Blow-up holes are not caused by bad shots alone. They’re caused more by bad decisions. One is to flirt with trouble when you don’t have to. The other is getting out of trouble the wrong way.
In general, play safely off the tee, play safely into the green. Balance the reward for the shot you are about to hit against the risk of failure. If the shot doesn’t come off well and it will take an extra stroke to get the ball to where you intended, that’s OK. But if it will cost you two or three strokes if this shot doesn’t work out, the risk is too great. Hit the ball somewhere else.

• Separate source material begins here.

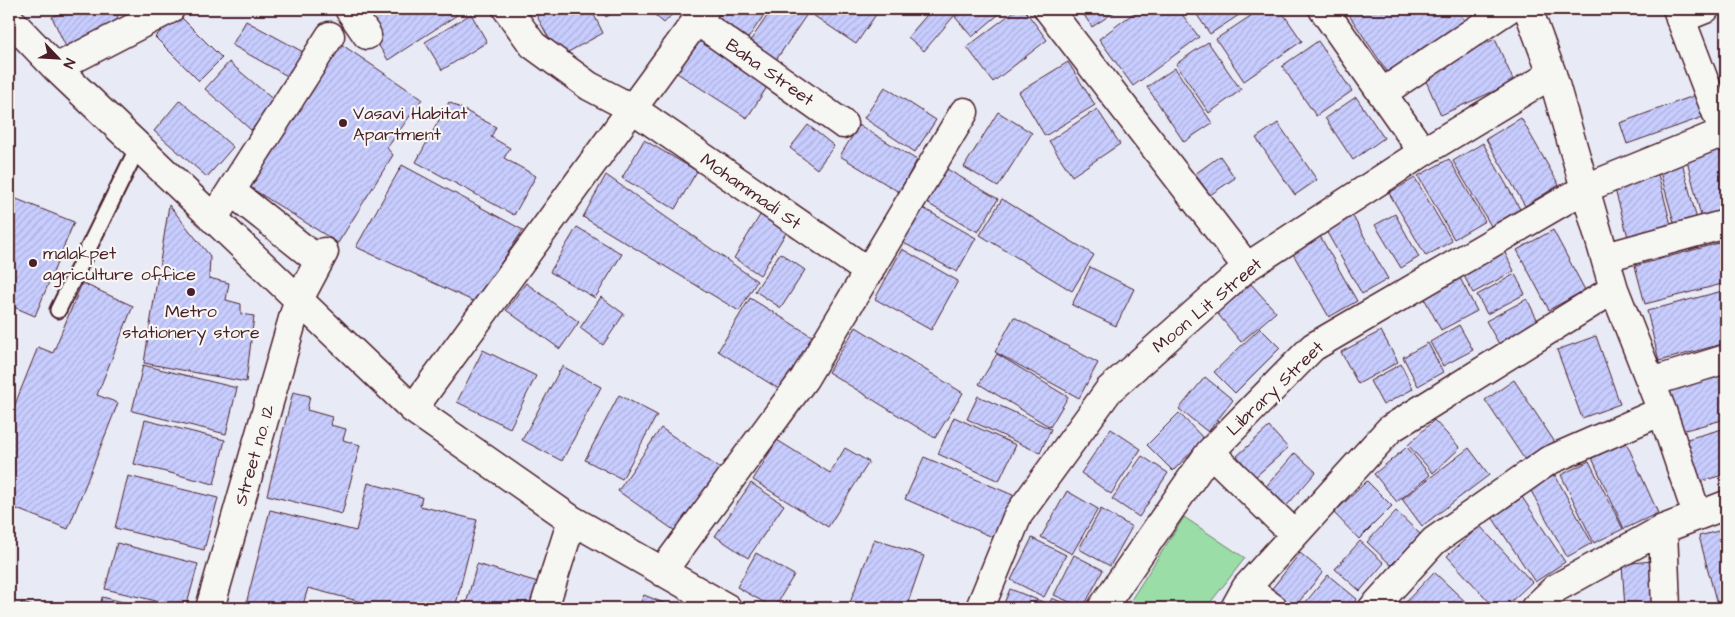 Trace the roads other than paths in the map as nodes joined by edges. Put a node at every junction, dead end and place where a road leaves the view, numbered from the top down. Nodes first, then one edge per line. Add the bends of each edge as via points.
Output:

But still, you’re going to get into trouble no matter how much you try to avoid it. That’s golf, regardless of how skilled you are. It’s what you do next that counts.

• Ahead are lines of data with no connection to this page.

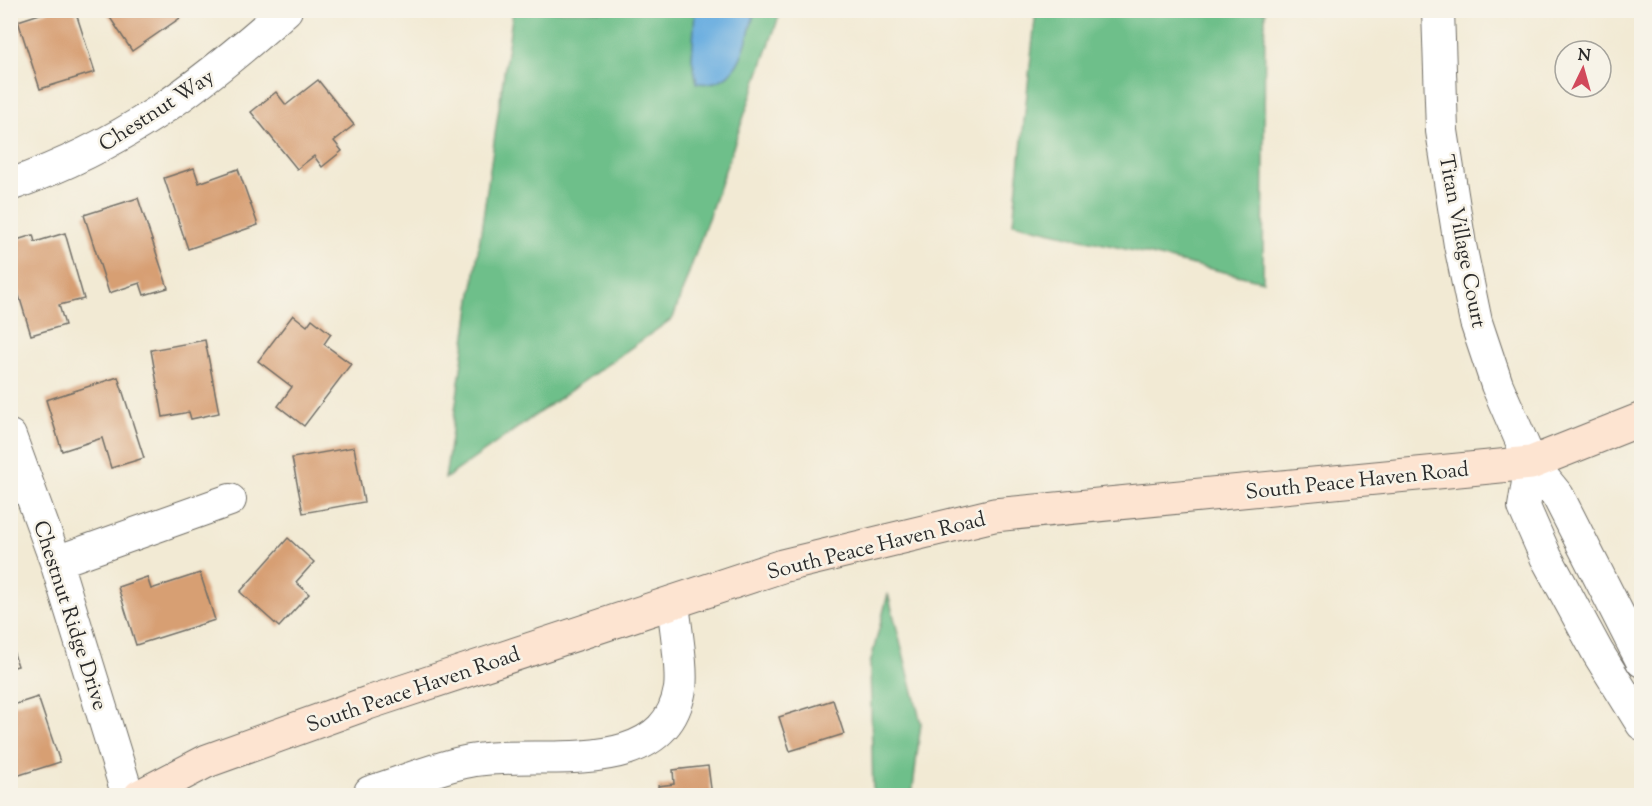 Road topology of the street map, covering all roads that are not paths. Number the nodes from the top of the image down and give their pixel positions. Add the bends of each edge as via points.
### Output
1 (286, 10) edge
2 (1438, 10) edge
3 (10, 185) edge
4 (1641, 419) edge
5 (10, 436) edge
6 (1531, 463) junction
7 (230, 500) dead end
8 (56, 562) junction
9 (673, 602) junction
10 (1641, 661) edge
11 (1641, 724) edge
12 (370, 792) dead end
13 (128, 795) edge
14 (140, 795) edge

1 - 3 street, Chestnut Way via 183,97 126,134 67,164
2 - 6 street, Titan Village Court via 1442,131 1460,245 1476,322 1497,385
4 - 6 main road, South Peace Haven Road
5 - 8 street, Chestnut Ridge Drive
6 - 9 main road, South Peace Haven Road via 994,515 782,566
6 - 10 street, Titan Village Court via 1558,496
6 - 11 street via 1524,507 1546,557
7 - 8 street
8 - 13 street, Chestnut Ridge Drive
9 - 12 street via 680,689 668,719 644,743 609,755 470,760
9 - 14 main road, South Peace Haven Road via 325,718 207,761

Getting out of trouble is a two-step process. First, assess your situation honestly and accept the fact that you’ll probably lose a stroke. When there’s no clear shot ahead, or you have an obstructed swing, or your lie is ghastly, it will get ugly if you try to accomplish too much. Just get out.

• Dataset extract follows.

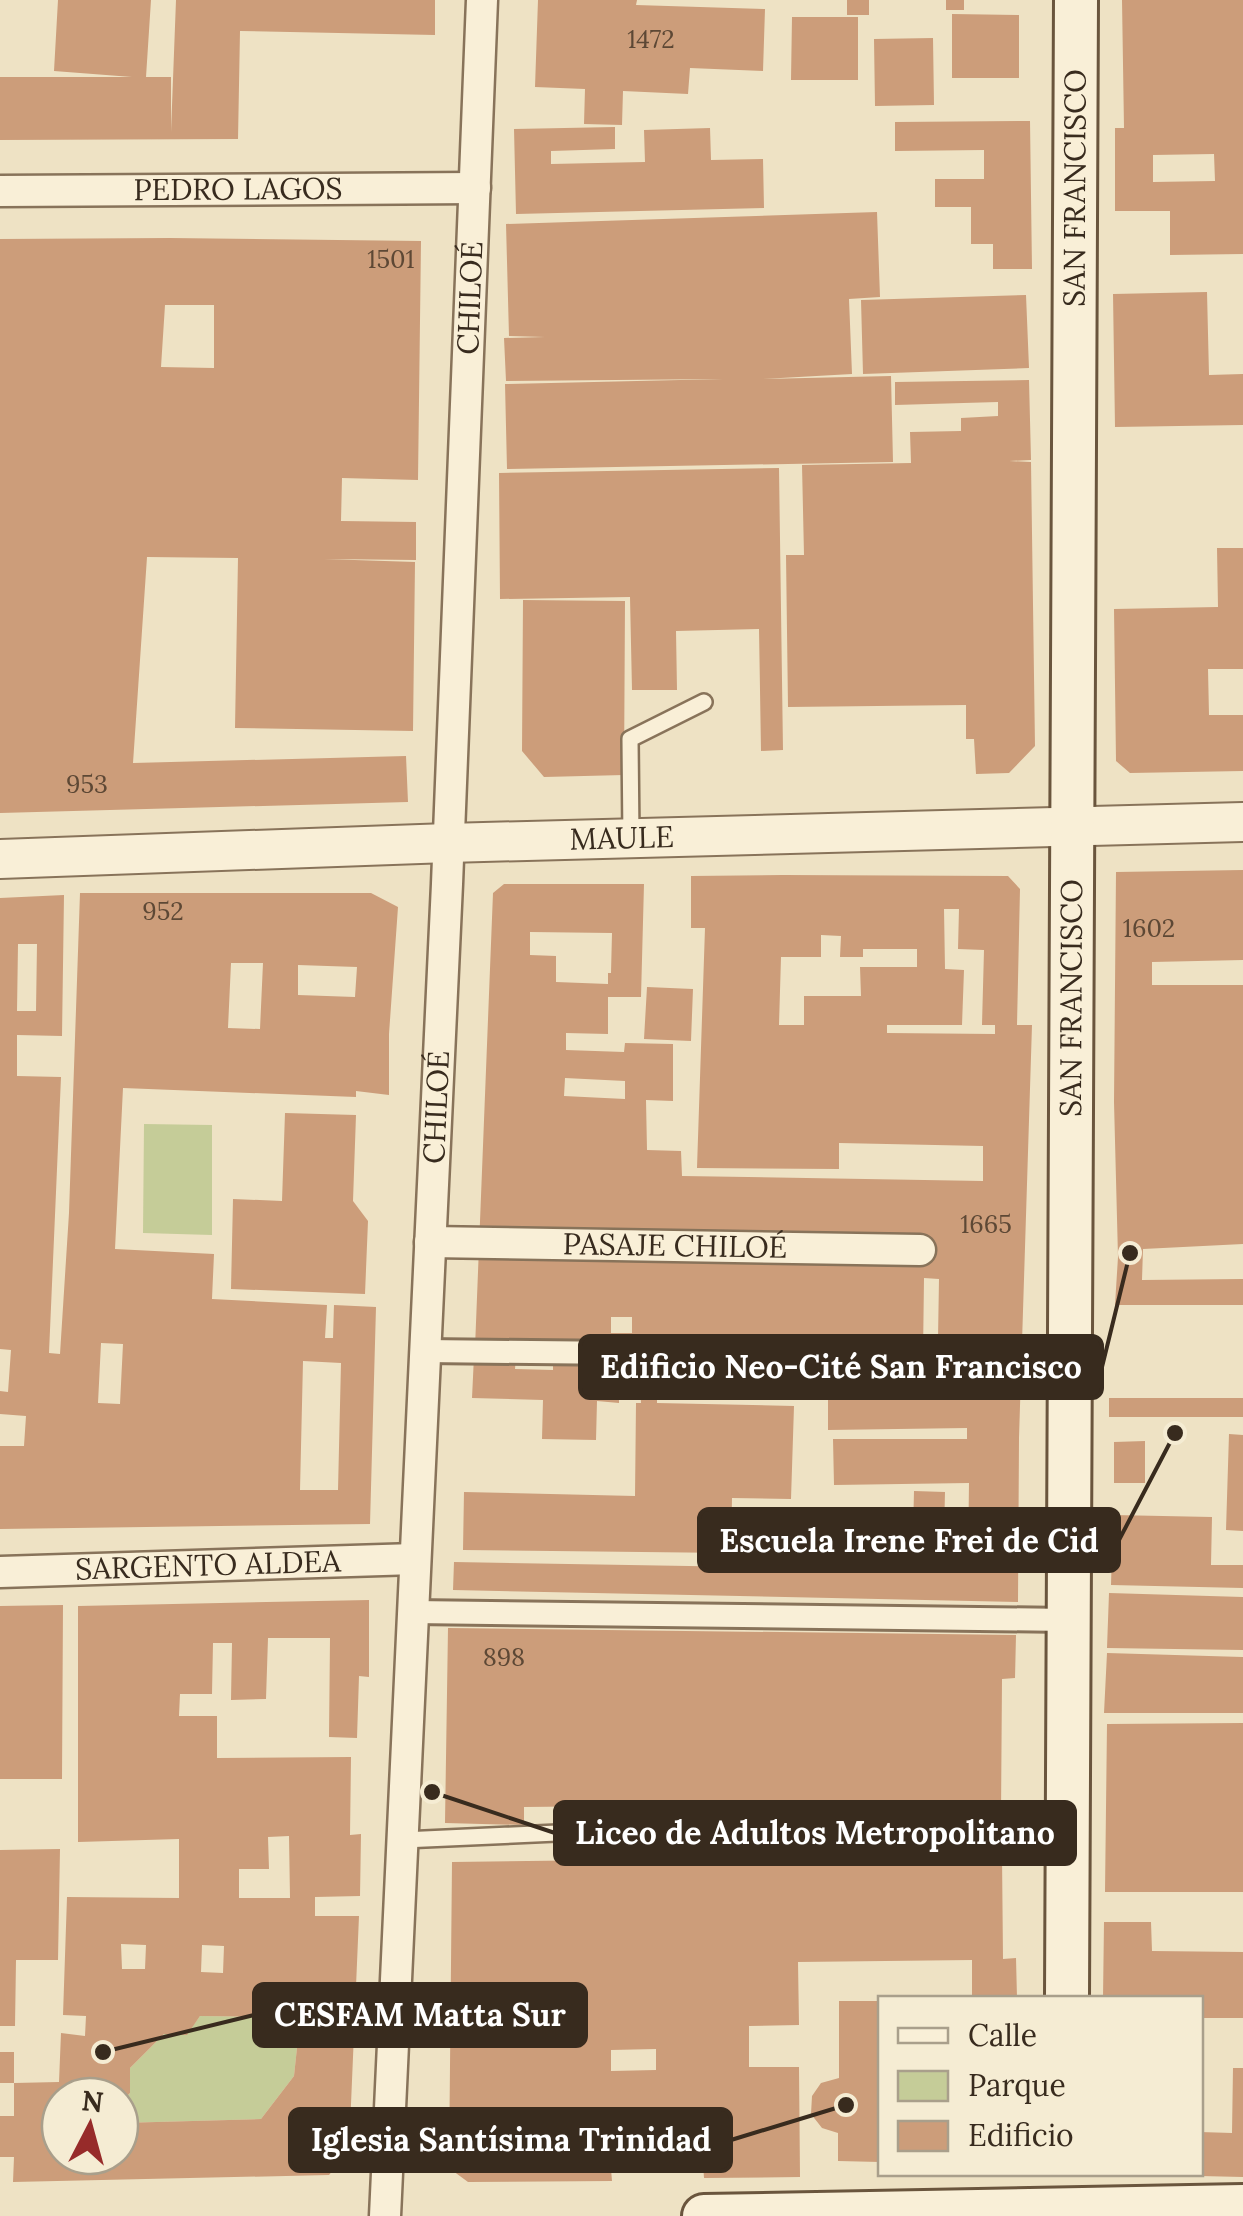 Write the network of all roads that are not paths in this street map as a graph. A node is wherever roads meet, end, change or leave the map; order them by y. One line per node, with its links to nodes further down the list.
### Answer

Play a recovery shot you’re absolutely confident with, one that will get the ball back in play with a clear path to the green. Getting greedy for yards at the same time will cost you. If it means hitting sideways or even backwards, by all means do so.
The second step involves the shot after the recovery. Resist the urge to play a heroic shot to make up for the recovery shot. You got your ball out of trouble, but don’t leave your mind in trouble. Play on normally, as if nothing had happened. When you’re in the fairway and the green is too far away, lay up. If you’re around the green but the pin is not accessible, just get the ball on the green so you can start putting.
Any time you take three or more strokes over par on one hole, you can look back and find that you made only one or two really bad shots and wonder what happened. Look more carefully and you will find that you compounded those bad shots by making one or two really bad decisions.
When your improvement begins to kick in, you may find that you are commonly as much over par on your three worst holes as on the remaining fifteen. This is a sign that better thinking, not better shot-making, is your key to a lower score.